*** INPUT Section Begins ***

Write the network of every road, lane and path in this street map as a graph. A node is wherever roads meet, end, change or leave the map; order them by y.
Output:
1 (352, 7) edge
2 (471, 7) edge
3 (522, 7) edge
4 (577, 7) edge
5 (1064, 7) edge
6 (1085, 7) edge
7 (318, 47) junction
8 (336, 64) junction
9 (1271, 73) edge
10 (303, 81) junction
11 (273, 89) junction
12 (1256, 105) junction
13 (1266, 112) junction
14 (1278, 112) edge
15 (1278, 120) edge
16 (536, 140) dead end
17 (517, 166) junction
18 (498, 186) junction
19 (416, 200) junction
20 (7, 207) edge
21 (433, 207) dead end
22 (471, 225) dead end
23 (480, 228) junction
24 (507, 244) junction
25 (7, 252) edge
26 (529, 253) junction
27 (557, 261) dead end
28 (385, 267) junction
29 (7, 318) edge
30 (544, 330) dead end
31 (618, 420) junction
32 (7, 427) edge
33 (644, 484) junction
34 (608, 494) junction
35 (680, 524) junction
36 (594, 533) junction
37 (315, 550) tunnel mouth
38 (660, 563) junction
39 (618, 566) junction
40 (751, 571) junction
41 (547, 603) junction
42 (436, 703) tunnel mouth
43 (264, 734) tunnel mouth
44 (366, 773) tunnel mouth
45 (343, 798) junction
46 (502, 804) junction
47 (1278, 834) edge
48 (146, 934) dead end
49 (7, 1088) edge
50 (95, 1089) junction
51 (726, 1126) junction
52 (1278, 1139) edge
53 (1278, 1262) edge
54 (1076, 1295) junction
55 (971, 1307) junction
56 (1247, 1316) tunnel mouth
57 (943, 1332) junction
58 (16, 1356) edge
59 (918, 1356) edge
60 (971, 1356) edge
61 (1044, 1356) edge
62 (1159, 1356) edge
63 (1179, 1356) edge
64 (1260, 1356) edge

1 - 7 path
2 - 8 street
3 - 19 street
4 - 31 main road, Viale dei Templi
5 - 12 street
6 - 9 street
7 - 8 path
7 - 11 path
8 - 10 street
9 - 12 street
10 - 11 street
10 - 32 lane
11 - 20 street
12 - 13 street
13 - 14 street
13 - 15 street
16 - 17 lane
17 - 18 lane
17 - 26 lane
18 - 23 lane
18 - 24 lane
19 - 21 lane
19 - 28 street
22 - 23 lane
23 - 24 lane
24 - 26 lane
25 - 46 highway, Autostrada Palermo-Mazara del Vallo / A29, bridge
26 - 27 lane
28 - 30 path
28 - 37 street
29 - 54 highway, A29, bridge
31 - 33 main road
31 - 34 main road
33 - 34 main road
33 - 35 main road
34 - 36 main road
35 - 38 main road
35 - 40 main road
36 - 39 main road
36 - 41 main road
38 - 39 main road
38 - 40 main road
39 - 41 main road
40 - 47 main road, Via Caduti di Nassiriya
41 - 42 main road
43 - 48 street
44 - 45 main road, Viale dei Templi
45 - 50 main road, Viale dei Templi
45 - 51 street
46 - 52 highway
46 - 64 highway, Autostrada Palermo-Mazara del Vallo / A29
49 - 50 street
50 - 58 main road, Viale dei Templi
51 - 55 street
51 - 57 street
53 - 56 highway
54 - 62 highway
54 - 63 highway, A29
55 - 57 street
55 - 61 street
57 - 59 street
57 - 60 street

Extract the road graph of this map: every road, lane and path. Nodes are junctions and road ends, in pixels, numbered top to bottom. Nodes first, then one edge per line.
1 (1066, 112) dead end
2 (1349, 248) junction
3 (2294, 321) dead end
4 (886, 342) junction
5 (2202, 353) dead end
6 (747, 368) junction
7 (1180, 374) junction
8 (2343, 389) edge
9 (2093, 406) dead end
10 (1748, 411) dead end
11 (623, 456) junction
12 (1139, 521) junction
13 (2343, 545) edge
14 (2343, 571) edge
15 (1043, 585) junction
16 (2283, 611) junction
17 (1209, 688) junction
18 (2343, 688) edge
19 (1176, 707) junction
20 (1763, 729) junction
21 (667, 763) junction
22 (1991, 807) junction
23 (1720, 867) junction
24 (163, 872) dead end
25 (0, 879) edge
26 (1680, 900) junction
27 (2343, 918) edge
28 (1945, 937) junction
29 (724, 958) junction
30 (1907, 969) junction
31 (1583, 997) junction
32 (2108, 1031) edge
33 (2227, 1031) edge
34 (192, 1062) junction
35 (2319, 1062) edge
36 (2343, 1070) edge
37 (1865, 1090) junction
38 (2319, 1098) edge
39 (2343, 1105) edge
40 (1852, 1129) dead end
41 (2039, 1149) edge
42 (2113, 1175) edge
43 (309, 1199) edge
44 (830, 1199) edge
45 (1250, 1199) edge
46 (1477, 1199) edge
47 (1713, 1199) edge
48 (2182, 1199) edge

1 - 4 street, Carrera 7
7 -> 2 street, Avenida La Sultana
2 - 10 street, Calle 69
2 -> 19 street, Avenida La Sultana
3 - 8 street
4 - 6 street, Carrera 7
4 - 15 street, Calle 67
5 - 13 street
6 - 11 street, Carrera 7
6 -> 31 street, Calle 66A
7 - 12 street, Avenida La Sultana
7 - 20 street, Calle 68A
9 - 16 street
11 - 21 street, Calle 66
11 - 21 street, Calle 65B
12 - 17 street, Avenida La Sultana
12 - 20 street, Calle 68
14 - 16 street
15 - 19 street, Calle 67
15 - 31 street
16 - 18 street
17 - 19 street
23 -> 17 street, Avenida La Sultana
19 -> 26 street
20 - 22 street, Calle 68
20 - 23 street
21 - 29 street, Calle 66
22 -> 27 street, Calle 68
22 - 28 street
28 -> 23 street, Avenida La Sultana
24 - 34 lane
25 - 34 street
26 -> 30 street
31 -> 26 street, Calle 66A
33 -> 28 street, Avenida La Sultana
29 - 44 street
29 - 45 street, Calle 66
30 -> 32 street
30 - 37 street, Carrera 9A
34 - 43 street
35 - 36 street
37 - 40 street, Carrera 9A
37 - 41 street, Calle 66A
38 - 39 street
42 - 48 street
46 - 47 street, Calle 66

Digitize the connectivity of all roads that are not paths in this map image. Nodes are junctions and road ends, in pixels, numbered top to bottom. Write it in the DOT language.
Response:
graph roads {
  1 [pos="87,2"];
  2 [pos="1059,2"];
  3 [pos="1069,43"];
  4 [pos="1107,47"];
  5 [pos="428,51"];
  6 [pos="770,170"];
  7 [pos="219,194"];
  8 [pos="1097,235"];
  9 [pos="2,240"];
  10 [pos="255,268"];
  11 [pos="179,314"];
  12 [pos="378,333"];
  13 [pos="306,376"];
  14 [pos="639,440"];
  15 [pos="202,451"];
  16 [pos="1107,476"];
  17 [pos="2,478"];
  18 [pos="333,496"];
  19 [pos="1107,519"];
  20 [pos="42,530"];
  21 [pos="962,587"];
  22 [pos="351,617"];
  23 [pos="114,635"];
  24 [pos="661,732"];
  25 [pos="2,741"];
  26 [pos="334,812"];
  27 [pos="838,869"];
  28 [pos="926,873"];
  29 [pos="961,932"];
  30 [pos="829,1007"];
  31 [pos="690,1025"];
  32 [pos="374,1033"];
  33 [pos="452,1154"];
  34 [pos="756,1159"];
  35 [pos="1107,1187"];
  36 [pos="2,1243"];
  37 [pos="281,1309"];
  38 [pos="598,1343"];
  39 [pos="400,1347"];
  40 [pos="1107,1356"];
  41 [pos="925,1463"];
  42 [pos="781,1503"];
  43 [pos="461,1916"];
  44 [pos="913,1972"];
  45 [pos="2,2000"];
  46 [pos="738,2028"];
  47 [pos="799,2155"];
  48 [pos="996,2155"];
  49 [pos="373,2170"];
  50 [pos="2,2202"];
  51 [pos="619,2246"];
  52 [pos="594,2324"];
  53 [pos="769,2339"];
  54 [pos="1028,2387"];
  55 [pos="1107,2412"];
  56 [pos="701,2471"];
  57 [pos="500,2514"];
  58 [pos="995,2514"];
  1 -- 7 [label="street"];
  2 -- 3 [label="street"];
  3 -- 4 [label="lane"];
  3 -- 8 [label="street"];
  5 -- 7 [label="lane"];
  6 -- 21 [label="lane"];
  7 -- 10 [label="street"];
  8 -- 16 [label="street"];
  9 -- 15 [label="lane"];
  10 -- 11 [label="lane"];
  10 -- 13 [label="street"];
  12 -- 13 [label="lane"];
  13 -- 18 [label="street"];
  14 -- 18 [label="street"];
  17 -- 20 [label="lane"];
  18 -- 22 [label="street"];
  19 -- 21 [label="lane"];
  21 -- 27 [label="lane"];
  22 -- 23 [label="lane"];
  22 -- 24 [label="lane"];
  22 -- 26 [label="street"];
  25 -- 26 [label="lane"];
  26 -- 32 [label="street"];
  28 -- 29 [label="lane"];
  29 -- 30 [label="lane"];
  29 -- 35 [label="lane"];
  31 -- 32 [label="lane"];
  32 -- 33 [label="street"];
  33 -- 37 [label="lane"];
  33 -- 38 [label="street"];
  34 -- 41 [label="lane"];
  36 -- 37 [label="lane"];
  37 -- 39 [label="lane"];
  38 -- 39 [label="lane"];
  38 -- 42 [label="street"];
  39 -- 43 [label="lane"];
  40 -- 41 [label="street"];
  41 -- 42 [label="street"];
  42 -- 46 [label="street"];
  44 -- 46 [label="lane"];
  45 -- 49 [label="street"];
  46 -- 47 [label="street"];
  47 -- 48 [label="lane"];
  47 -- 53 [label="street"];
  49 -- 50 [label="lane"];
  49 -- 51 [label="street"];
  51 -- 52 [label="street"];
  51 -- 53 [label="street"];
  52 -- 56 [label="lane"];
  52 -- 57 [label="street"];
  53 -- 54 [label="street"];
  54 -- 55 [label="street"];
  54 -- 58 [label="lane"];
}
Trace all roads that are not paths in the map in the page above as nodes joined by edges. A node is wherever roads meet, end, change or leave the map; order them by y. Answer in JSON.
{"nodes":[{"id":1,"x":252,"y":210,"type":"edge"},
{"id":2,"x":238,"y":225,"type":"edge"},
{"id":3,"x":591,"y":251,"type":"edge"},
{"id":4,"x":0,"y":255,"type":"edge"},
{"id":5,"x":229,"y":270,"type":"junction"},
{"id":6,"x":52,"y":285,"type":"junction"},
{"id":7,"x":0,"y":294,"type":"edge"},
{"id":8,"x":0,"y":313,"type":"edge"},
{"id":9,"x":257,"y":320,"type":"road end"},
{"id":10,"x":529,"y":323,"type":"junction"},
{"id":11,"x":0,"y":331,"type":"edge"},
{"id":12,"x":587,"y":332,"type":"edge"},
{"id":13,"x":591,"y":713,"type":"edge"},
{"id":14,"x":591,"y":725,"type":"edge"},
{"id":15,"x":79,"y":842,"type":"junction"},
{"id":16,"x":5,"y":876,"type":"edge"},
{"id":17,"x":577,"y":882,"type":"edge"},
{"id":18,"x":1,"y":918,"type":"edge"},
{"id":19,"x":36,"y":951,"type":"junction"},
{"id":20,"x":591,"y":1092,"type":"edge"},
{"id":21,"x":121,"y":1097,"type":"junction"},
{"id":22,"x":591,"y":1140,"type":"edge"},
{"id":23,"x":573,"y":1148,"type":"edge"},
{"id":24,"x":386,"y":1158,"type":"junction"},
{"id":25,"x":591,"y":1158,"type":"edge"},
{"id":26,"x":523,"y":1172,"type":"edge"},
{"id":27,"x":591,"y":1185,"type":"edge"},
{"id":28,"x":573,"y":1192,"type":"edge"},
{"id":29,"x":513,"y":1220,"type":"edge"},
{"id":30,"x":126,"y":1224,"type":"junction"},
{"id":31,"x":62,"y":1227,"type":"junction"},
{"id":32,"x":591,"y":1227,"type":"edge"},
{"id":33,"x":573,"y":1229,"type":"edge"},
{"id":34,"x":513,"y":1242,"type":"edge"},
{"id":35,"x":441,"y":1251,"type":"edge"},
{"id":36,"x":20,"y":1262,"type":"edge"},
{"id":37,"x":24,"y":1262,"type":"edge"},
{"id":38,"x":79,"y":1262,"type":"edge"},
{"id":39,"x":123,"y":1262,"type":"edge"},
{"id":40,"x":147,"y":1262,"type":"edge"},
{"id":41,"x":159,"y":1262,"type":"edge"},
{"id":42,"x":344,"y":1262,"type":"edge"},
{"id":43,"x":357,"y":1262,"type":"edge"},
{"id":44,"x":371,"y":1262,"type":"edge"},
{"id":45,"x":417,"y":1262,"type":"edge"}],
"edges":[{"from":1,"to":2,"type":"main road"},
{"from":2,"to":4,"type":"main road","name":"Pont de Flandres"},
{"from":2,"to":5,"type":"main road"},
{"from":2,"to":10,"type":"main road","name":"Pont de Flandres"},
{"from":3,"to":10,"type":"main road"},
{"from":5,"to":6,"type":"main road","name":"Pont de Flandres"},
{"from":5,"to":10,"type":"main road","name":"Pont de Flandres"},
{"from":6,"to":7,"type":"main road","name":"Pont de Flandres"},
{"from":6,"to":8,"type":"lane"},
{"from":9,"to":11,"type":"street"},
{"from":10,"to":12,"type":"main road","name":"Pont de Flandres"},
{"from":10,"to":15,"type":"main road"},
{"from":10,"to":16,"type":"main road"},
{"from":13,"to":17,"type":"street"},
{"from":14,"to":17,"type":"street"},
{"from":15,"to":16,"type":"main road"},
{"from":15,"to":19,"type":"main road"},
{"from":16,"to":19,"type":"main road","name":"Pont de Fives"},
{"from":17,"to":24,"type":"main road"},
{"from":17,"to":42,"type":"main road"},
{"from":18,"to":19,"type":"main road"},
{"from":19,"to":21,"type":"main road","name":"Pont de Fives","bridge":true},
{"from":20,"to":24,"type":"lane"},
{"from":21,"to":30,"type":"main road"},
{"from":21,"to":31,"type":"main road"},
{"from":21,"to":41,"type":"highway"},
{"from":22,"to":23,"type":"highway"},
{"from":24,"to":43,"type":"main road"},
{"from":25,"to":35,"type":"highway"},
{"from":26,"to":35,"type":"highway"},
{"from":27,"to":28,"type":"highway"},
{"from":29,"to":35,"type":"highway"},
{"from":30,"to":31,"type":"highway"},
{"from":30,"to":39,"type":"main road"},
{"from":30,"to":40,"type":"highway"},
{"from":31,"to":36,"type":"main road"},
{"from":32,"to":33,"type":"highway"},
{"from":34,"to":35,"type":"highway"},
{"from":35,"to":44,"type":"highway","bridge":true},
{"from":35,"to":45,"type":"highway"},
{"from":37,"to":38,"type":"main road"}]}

*** INPUT Section Ends ***

◆ REQUIREMENT ◆
Looking at the entries above, say how many lines contain the word "Templi". Only the number is wanted.

◆ TASK ANSWER ◆
4